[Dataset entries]
* * *

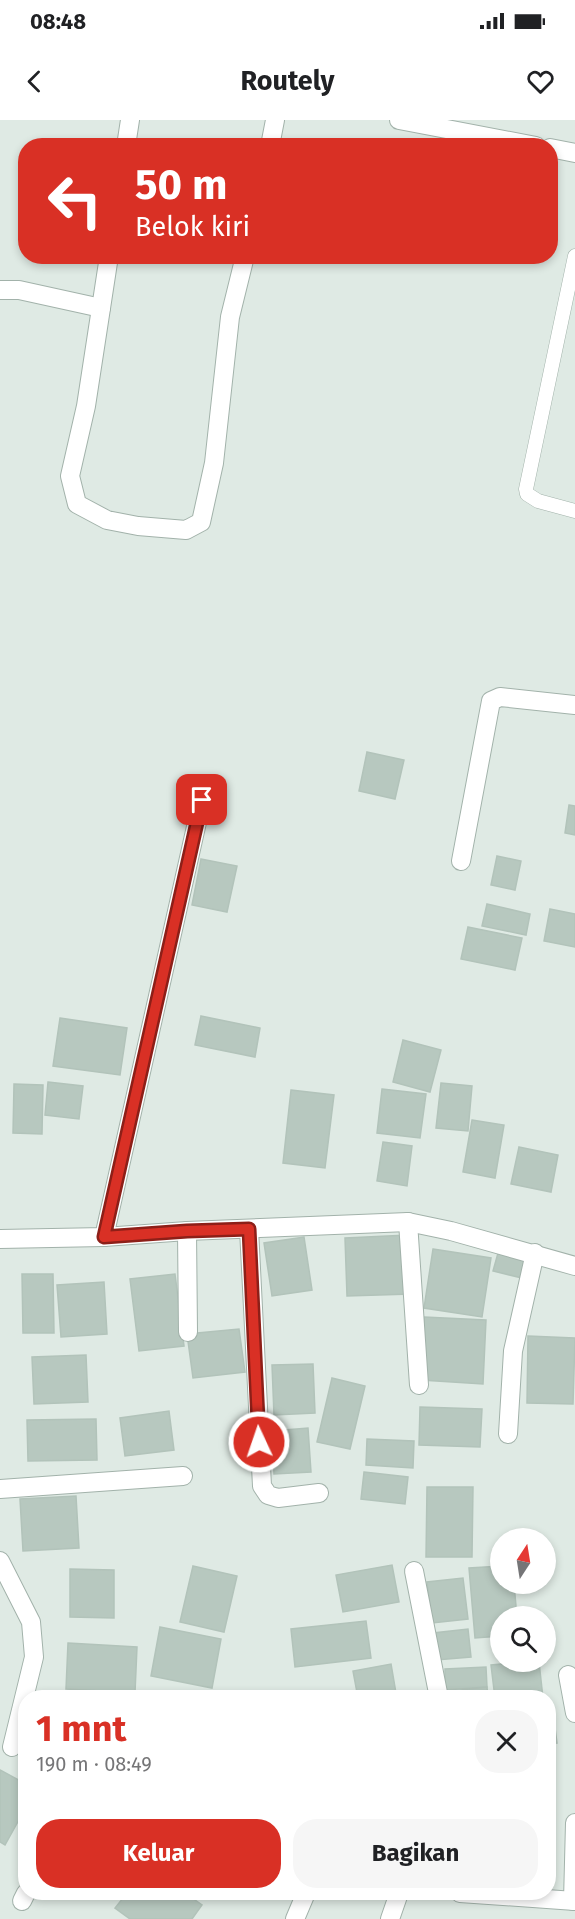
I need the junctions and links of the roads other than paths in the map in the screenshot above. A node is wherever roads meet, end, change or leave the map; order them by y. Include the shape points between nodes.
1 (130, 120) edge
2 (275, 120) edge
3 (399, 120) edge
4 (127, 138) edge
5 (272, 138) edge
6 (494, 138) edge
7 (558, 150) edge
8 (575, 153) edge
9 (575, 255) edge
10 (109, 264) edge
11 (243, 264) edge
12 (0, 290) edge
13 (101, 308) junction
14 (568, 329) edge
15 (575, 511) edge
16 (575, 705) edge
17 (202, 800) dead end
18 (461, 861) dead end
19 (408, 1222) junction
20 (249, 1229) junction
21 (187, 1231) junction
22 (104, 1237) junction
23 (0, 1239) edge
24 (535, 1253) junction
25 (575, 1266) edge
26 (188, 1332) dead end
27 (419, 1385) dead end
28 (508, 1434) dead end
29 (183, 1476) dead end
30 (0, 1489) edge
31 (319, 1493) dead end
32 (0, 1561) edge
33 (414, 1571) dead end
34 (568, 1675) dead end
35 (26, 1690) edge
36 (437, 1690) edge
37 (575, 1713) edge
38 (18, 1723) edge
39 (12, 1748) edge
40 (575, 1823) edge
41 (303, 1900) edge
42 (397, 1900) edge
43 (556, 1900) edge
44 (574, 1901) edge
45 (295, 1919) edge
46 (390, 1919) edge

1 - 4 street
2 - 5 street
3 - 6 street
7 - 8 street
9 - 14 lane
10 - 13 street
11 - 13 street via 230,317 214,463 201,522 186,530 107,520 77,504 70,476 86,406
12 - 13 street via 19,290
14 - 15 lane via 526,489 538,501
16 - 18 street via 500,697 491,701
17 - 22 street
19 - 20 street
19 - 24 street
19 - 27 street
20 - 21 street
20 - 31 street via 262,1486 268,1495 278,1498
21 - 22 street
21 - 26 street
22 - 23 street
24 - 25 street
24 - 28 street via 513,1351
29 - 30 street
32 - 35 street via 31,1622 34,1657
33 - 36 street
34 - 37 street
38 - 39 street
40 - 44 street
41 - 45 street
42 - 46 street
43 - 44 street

* * *

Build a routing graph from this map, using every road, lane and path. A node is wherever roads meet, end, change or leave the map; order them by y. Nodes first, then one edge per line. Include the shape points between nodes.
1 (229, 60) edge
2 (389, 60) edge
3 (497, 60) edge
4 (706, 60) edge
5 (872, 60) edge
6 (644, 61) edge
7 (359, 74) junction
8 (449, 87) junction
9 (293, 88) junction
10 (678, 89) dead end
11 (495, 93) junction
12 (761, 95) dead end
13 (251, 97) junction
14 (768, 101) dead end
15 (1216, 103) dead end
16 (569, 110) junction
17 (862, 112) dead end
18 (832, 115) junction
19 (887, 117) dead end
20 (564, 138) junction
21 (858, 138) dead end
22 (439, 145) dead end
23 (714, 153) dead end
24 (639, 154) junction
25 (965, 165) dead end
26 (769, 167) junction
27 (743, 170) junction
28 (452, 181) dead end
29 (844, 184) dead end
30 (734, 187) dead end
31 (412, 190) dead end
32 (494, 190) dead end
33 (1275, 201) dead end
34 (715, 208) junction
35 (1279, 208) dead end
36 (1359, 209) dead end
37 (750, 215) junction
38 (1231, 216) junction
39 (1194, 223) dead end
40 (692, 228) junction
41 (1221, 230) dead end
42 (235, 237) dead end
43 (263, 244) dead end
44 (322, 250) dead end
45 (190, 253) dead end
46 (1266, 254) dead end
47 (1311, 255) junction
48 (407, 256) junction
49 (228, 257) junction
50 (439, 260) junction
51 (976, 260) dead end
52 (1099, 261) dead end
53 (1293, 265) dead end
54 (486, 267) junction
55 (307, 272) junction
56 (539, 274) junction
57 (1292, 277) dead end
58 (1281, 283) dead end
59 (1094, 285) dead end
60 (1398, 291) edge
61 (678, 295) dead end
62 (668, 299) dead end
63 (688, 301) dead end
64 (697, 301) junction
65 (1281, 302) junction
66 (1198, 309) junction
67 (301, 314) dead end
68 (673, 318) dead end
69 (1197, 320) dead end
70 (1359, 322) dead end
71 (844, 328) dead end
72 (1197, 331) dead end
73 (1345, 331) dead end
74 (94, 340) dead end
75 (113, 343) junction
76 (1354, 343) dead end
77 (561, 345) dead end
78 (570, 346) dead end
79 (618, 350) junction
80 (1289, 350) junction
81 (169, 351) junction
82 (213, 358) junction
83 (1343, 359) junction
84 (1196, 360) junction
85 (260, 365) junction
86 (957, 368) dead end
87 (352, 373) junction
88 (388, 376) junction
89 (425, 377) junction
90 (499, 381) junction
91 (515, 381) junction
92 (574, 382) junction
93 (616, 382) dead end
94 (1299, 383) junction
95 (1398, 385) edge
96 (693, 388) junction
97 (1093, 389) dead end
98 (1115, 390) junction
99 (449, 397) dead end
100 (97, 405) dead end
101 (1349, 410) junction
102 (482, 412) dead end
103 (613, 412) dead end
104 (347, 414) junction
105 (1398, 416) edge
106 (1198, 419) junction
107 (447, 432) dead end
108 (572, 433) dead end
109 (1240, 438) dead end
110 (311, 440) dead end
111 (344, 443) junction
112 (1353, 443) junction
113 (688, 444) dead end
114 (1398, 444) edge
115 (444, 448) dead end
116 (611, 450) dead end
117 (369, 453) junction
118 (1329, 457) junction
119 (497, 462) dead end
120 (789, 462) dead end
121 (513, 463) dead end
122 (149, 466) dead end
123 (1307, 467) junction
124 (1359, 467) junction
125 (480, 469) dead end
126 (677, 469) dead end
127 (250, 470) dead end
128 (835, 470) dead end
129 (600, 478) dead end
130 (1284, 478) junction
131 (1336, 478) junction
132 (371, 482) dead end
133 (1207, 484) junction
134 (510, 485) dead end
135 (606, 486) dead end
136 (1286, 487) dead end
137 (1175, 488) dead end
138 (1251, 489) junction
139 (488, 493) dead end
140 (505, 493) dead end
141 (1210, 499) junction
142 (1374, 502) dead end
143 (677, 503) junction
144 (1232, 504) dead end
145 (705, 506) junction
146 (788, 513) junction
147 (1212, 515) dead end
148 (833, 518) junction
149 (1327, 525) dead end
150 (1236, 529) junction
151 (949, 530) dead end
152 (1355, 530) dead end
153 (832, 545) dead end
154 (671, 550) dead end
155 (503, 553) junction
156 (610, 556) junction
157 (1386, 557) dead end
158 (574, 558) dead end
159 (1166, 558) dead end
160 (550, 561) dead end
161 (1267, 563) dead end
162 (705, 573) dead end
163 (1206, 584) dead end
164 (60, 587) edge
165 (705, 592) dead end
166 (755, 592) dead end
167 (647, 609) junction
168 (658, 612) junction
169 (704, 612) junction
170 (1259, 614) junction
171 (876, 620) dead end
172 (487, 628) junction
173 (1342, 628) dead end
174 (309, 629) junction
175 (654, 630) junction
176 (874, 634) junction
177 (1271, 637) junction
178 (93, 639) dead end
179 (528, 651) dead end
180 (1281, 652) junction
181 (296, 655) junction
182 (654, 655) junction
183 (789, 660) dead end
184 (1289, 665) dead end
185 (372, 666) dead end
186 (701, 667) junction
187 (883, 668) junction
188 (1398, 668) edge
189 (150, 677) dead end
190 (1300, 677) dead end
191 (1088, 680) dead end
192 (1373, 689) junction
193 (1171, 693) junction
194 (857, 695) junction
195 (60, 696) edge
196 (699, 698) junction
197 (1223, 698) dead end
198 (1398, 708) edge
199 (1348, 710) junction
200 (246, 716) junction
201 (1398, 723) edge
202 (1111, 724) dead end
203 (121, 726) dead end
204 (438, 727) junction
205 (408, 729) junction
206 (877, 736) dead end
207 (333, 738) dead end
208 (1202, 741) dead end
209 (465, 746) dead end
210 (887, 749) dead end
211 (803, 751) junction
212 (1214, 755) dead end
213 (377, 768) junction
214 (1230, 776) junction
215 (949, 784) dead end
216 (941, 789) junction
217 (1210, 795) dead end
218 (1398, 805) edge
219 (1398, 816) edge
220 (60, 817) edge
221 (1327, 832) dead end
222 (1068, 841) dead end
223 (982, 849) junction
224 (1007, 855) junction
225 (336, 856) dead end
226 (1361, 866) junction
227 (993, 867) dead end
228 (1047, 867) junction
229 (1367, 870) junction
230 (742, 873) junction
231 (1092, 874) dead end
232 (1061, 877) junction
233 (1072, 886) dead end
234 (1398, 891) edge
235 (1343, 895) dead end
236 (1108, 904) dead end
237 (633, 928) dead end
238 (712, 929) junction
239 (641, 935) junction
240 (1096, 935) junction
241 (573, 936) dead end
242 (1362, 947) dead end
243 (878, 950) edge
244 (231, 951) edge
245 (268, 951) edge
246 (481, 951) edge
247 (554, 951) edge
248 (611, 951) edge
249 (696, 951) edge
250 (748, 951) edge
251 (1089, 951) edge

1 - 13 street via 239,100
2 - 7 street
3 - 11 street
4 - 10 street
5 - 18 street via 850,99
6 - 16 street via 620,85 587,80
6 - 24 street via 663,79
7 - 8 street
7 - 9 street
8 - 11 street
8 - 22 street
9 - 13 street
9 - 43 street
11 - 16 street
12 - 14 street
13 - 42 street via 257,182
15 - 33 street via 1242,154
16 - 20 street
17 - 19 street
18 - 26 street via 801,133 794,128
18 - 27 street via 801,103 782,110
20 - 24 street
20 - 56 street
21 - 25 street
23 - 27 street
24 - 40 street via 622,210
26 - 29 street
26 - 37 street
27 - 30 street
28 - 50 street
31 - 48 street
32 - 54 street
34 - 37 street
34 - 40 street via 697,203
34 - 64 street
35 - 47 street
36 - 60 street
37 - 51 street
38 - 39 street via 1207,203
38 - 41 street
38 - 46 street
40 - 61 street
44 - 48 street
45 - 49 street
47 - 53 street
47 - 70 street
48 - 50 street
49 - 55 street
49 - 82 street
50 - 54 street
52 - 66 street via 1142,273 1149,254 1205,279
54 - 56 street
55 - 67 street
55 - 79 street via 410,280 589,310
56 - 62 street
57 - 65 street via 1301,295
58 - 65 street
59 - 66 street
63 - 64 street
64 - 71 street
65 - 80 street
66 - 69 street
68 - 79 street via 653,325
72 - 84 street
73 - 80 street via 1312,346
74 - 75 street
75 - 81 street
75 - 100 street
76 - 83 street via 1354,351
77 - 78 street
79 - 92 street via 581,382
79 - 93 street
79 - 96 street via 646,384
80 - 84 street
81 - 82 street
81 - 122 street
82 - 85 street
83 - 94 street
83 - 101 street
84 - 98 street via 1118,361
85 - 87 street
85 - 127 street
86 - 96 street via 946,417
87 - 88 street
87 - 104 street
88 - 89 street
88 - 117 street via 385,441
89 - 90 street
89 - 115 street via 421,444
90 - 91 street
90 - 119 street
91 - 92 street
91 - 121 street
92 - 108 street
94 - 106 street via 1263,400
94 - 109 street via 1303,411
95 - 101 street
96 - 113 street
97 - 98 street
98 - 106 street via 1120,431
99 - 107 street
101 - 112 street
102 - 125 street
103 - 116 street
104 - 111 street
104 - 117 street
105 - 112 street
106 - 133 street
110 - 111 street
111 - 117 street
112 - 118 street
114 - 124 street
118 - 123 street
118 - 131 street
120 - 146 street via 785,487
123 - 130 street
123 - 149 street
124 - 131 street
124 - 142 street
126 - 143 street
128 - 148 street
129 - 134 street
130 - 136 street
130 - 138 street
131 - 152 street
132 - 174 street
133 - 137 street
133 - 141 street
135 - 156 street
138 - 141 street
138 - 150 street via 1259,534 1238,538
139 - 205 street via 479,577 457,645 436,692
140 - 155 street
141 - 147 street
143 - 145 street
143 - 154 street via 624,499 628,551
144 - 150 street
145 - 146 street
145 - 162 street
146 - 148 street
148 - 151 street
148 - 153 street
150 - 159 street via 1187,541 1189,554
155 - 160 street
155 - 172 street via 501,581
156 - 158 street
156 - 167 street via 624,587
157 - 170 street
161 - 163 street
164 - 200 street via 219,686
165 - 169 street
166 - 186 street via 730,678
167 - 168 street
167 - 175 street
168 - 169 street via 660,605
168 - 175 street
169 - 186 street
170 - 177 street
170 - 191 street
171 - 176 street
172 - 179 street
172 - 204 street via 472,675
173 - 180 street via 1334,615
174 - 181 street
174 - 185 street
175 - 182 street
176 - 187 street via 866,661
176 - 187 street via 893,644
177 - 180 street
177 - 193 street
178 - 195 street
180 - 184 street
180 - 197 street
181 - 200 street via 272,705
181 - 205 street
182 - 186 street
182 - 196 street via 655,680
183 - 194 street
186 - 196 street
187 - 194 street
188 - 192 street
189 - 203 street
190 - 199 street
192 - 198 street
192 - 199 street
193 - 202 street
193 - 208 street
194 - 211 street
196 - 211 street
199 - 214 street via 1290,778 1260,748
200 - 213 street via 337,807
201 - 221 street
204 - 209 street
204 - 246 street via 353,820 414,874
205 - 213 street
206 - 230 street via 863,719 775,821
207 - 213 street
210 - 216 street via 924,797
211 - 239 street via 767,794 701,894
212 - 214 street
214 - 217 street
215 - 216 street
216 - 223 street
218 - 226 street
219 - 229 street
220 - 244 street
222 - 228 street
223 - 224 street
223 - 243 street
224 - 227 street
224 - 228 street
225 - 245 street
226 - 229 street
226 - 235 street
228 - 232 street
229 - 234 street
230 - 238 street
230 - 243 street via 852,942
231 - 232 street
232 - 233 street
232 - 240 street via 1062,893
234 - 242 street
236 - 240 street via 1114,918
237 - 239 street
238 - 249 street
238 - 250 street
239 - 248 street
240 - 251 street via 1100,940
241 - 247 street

* * *

How many of the lines in the records include the string "order"? Reply with the number alone.

2